It is settled by our own decisions that the interest should not be computed by making quarterly rests. Shaw v. Norfolk County Railroad, 16 Gray 407 , 416. Hodgkins v. Price, 141 Mass. 162 , 164. Tisbury v. Vineyard Haven Water Co. 193 Mass. 196 , 198. While payable quarterly "during said term," the interest is also payable "for such further time as said principal sum, or any part thereof, shall remain unpaid, all interest unpaid at maturity to be added to and become a part of the principal and bear interest as herein provided for." The words, "at maturity," fix the determinable future time when the principal which is to include all accrued interest is thereafter to bear interest at the rate specified. It follows, that the single justice correctly ruled that on the face of the note, interest was to be compounded only at maturity. The plaintiff also in compliance with the provisions of the assignment transferred three policies of insurance on his life in the aggregate of one hundred thousand dollars "as additional security for the payment of any and all sums which may be due on said . . . note." It was further stipulated that he should pay the premiums as they became due, and if he defaulted the lenders were directed to make the payments for which they were to be reimbursed "together with interest thereon computed in the same manner and at the same rate of interest as is provided for in said . . . note." If at the end of four years from the date of the note the plaintiff's debt had not been liquidated, he agreed to obtain additional insurance in companies satisfactory to the lenders to whom the policies were to be assigned and delivered, for a sum which added to the amount of insurance then in force would be sufficient "to equal a sum equivalent to ten . . . per cent in excess of what may become due . . . at the expiration of six . . . years from the date of said . . . note, including in said sum . . . any and all premiums on any and all of said policies . . . due during the said six . . . years period, together with interest upon said premiums computed
as above provided for in case of non-payment." The assignment also provides, that at the end of the period of six years he is to apply for further insurance every two years in advance until all the lenders' demands had been satisfied. It was conceded by the plaintiff that after the assignment he made no further payments and obtained no additional insurance; and that the lenders during a period beginning August 6, 1914, and ending October 5, 1922, have paid the premiums of all policies issued on his life for which provision is made in the assignment. The date and amount, with the name of the company appears in the schedule annexed to the cross bill in which the lenders and Helen L. Trayes, to whom Butler transferred his interest in the note and assignment, ask to have their alleged claims established and the entire fund applied in payment.

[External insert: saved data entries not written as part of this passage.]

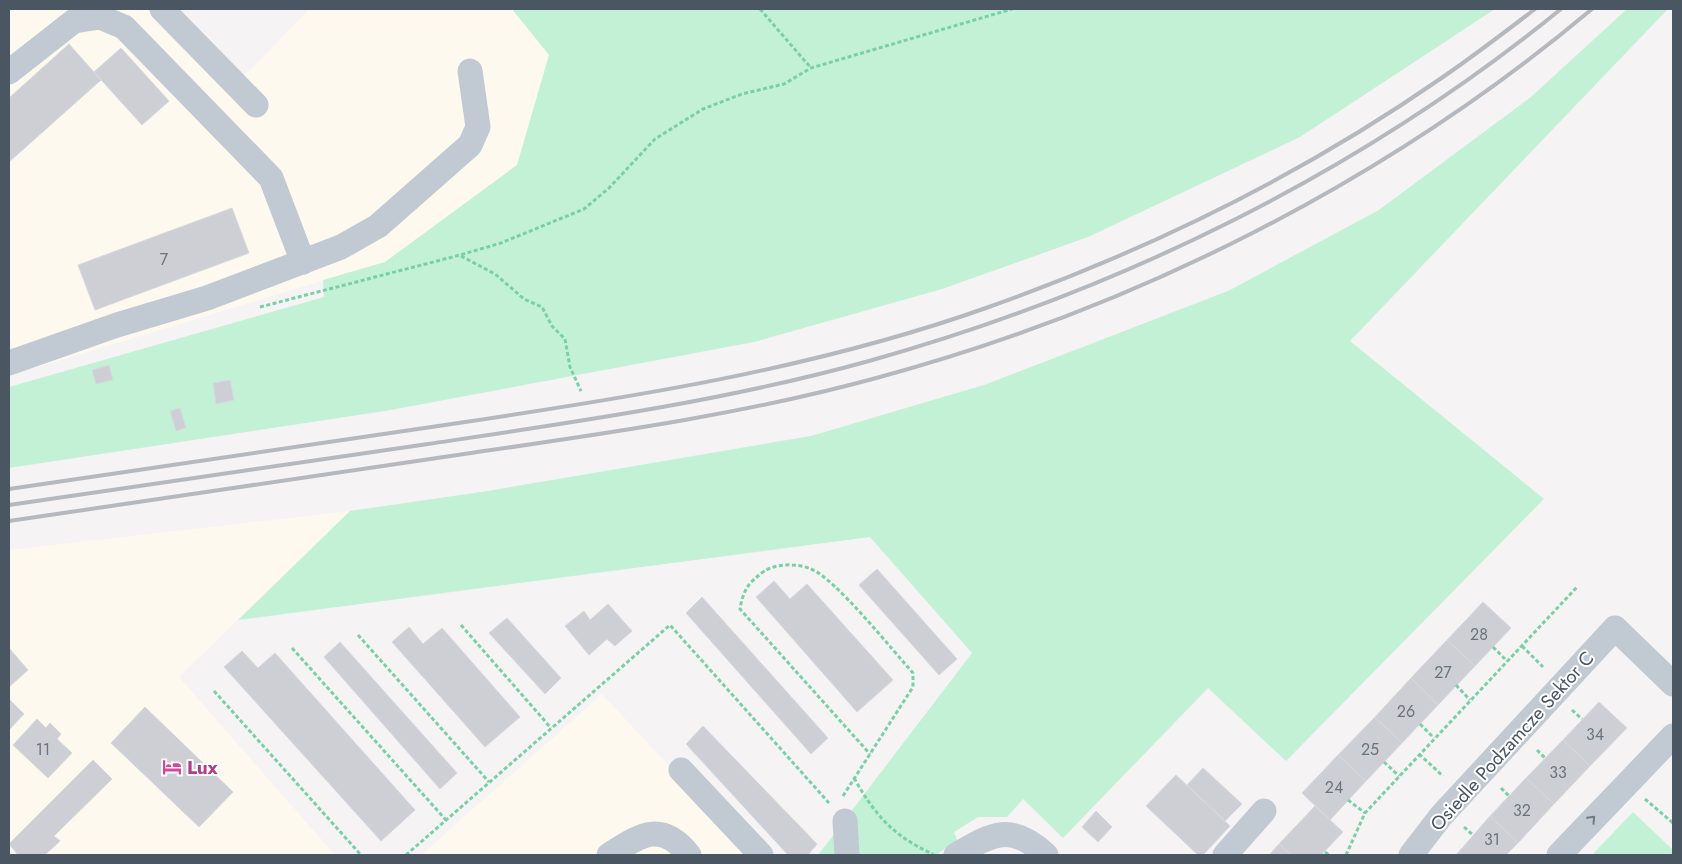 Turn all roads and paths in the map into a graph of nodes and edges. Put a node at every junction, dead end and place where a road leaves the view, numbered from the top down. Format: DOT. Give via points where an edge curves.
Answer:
graph roads {
  1 [pos="162,9"];
  2 [pos="760,9"];
  3 [pos="1012,9"];
  4 [pos="812,68"];
  5 [pos="9,72"];
  6 [pos="470,72"];
  7 [pos="256,105"];
  8 [pos="460,255"];
  9 [pos="303,262"];
  10 [pos="255,309"];
  11 [pos="9,363"];
  12 [pos="581,391"];
  13 [pos="1577,587"];
  14 [pos="461,625"];
  15 [pos="358,635"];
  16 [pos="1522,646"];
  17 [pos="1493,647"];
  18 [pos="292,648"];
  19 [pos="1507,661"];
  20 [pos="1673,684"];
  21 [pos="1562,685"];
  22 [pos="1456,686"];
  23 [pos="214,691"];
  24 [pos="1470,700"];
  25 [pos="1420,724"];
  26 [pos="551,728"];
  27 [pos="1673,736"];
  28 [pos="1434,738"];
  29 [pos="870,754"];
  30 [pos="1419,754"];
  31 [pos="1384,762"];
  32 [pos="681,770"];
  33 [pos="1399,776"];
  34 [pos="854,778"];
  35 [pos="489,782"];
  36 [pos="1627,783"];
  37 [pos="1462,794"];
  38 [pos="1348,800"];
  39 [pos="1264,811"];
  40 [pos="1365,813"];
  41 [pos="840,815"];
  42 [pos="446,820"];
  43 [pos="1673,823"];
  44 [pos="1325,852"];
  45 [pos="959,854"];
  46 [pos="361,855"];
  47 [pos="406,855"];
  48 [pos="609,855"];
  49 [pos="689,855"];
  50 [pos="761,855"];
  51 [pos="847,855"];
  52 [pos="936,855"];
  53 [pos="1046,855"];
  54 [pos="1225,855"];
  55 [pos="1329,855"];
  56 [pos="1346,855"];
  57 [pos="1411,855"];
  58 [pos="1559,855"];
  1 -- 7 [label="lane"];
  2 -- 4 [label="path"];
  3 -- 4 [label="path"];
  4 -- 8 [label="path" via="784,84 742,94 704,109 655,138 610,188 584,208 501,243"];
  5 -- 9 [label="lane" via="74,21 100,17 124,27 271,178"];
  6 -- 9 [label="lane" via="478,127 470,145 378,226 341,247"];
  8 -- 10 [label="path"];
  8 -- 12 [label="path" via="495,274 524,299 542,307 552,326 565,339 570,367"];
  9 -- 11 [label="lane" via="207,298"];
  13 -- 16 [label="path"];
  14 -- 26 [label="path"];
  15 -- 35 [label="path"];
  16 -- 19 [label="path"];
  16 -- 21 [label="path"];
  17 -- 19 [label="path"];
  18 -- 42 [label="path"];
  19 -- 24 [label="path"];
  20 -- 21 [label="lane, Osiedle Podzamcze Sektor C" via="1614,628"];
  21 -- 37 [label="lane, Osiedle Podzamcze Sektor C"];
  22 -- 24 [label="path"];
  23 -- 46 [label="path"];
  24 -- 28 [label="path"];
  25 -- 28 [label="path"];
  26 -- 35 [label="path"];
  26 -- 41 [label="path" via="670,625"];
  27 -- 36 [label="lane"];
  28 -- 30 [label="path"];
  29 -- 29 [label="path" via="740,609 743,592 769,568 792,565 812,569 833,585 913,673 913,687"];
  29 -- 34 [label="path"];
  30 -- 33 [label="path"];
  30 -- 37 [label="path"];
  31 -- 33 [label="path"];
  32 -- 50 [label="lane"];
  33 -- 40 [label="path"];
  34 -- 41 [label="path"];
  34 -- 52 [label="path" via="885,824 917,847"];
  35 -- 42 [label="path"];
  36 -- 43 [label="path"];
  58 -- 36 [label="lane, one-way"];
  37 -- 57 [label="lane, Osiedle Podzamcze Sektor C" via="1440,816"];
  38 -- 40 [label="path"];
  39 -- 54 [label="lane"];
  40 -- 56 [label="path"];
  41 -- 51 [label="lane"];
  42 -- 47 [label="path"];
  44 -- 55 [label="path"];
  45 -- 53 [label="lane" via="981,840 1006,833 1023,838"];
  48 -- 49 [label="lane" via="638,837 657,832 679,842"];
} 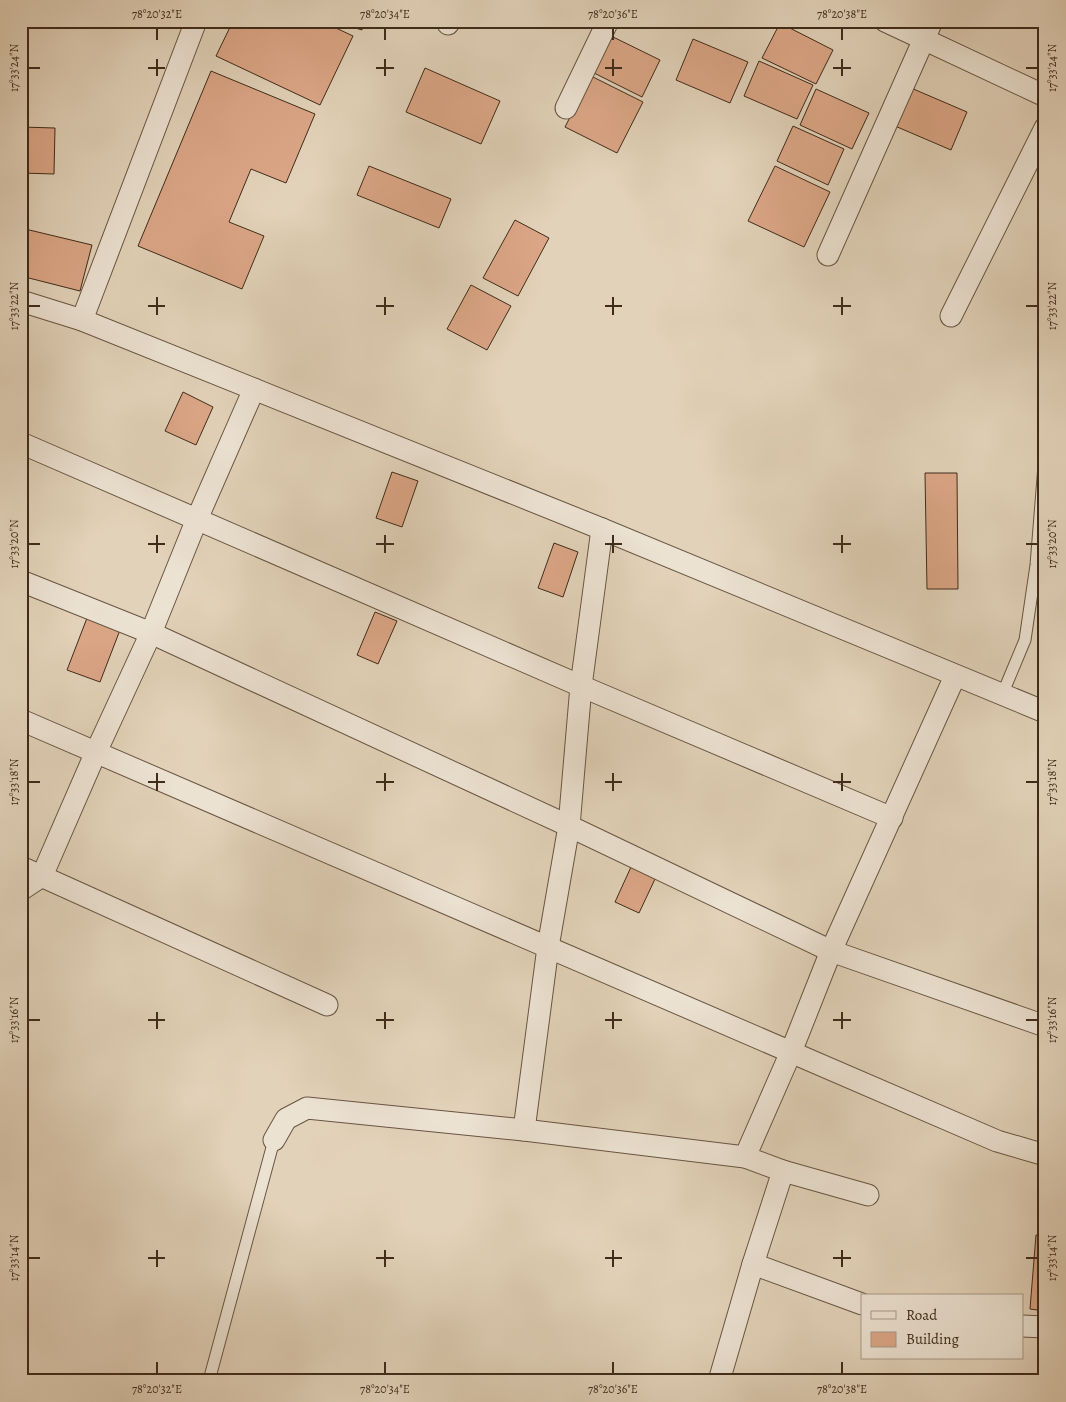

But even if the lenders should be allowed interest only at the rate of eighteen per cent the second question is whether they are entitled to interest at the rate of thirty-six per cent on the amount of the note at maturity as well as on the sums due for premiums, computed after September 10, 1917, the date when the plaintiff inexcusably failed to comply with the demand for additional insurance. The clause in the assignment, under which the right to double the interest is asserted, is in these words, "Any failure on my part to furnish such additional policies of life insurance shall give the right to the Lenders to charge interest upon all sums owing from me to the Lenders at the date of such default at double the rate of interest which the said indebtedness then bears." The parties undoubtedly had the right to make their own contracts. The increased amount, however, to be paid on default being obviously greater than the damages for nonpayment of the note or moneys advanced for premiums, with interest at the rate of eighteen per cent which could be separately and readily calculated and exactly ascertained, the stipulation should not be held to have been intended as compensation or liquidated damages, or an agreement to pay a larger percentage for a continuance of the loan, and extension of time for repayment of advancements. See Chase v. Allen, 13 Gray 42 , 45; Lynde v. Thompson, 2 Allen 456 , 459, 460;
Guerin v. Stacy, 175 Mass. 595 , 597; French v. Bates, 149 Mass. 73 ; Union Estates Co. v. Adlon Construction Co. 221 N. Y. 183. We are accordingly of opinion, that the stipulation considered in connection with all the attendant circumstances should be deemed a penalty for the plaintiff's nonperformance, which a court of equity will not enforce because it is unreasonable, unconscionable and oppressive. Merrill v. Merrill, 15 Mass. 488 . Kellogg v. Curtis, 9 Pick. 534 , 535. Higginson v. Weld, 14 Gray 165 , 172, 173. Fisk v. Gray, 11 Allen 132 . Wallis v. Carpenter, 13 Allen 19 , 25. Cushing v. Drew, 97 Mass. 445 , 446. Ropes v. Upton, 125 Mass. 258 , 260. Makletzova v. Diaghileff, 227 Mass. 100 , 108. Hurd v. Dunsmore, 63 N. H. 171. Kemp v. Nickerbocker Ice Co. 69 N. Y. 45. Streeper v. Williams, 48 Penn. St. 450, 454. Bradstreet V. Baker, 14 R. I. 546. Krutz v. Robbins, 12 Wash. 7; 28 L. R. A. 676; 50 Am. St. Rep. 871. Tayloe v. Sandiford, 7 Wheat. 13. Benson v. Gibson, 3 Atk. 395. Astley v. Weldon, 2 B. & P. 346. Parker v. Butcher, L. R. 3 Eq. 762. In re Newman, 4 Ch. Div. 724, 731. 2 Story Eq. Jur. (13th. ed.) s.s. 1314, 1316. The cross bill is to be dismissed; and a decree on the original bill with costs is to be entered ordering the defendants Bissell, Blunt, Butler and Trayes upon payment by the trustees of the balance of the plaintiff's indebtedness to be computed in the county court, with interest at the rate of eighteen per cent to the date of the decree, to surrender the note, discharge the assignment, and transfer the policies of life insurance to the plaintiff. And it is further ordered under the agreement of parties, that one half of said balance, being the portion as between themselves coming to the defendant Trayes, be paid into court to await the final decree in the pending suit of Mary J. Card v. Helen L. Trayes and others. Union Institution for Savings v. Boston, 129 Mass. 82 .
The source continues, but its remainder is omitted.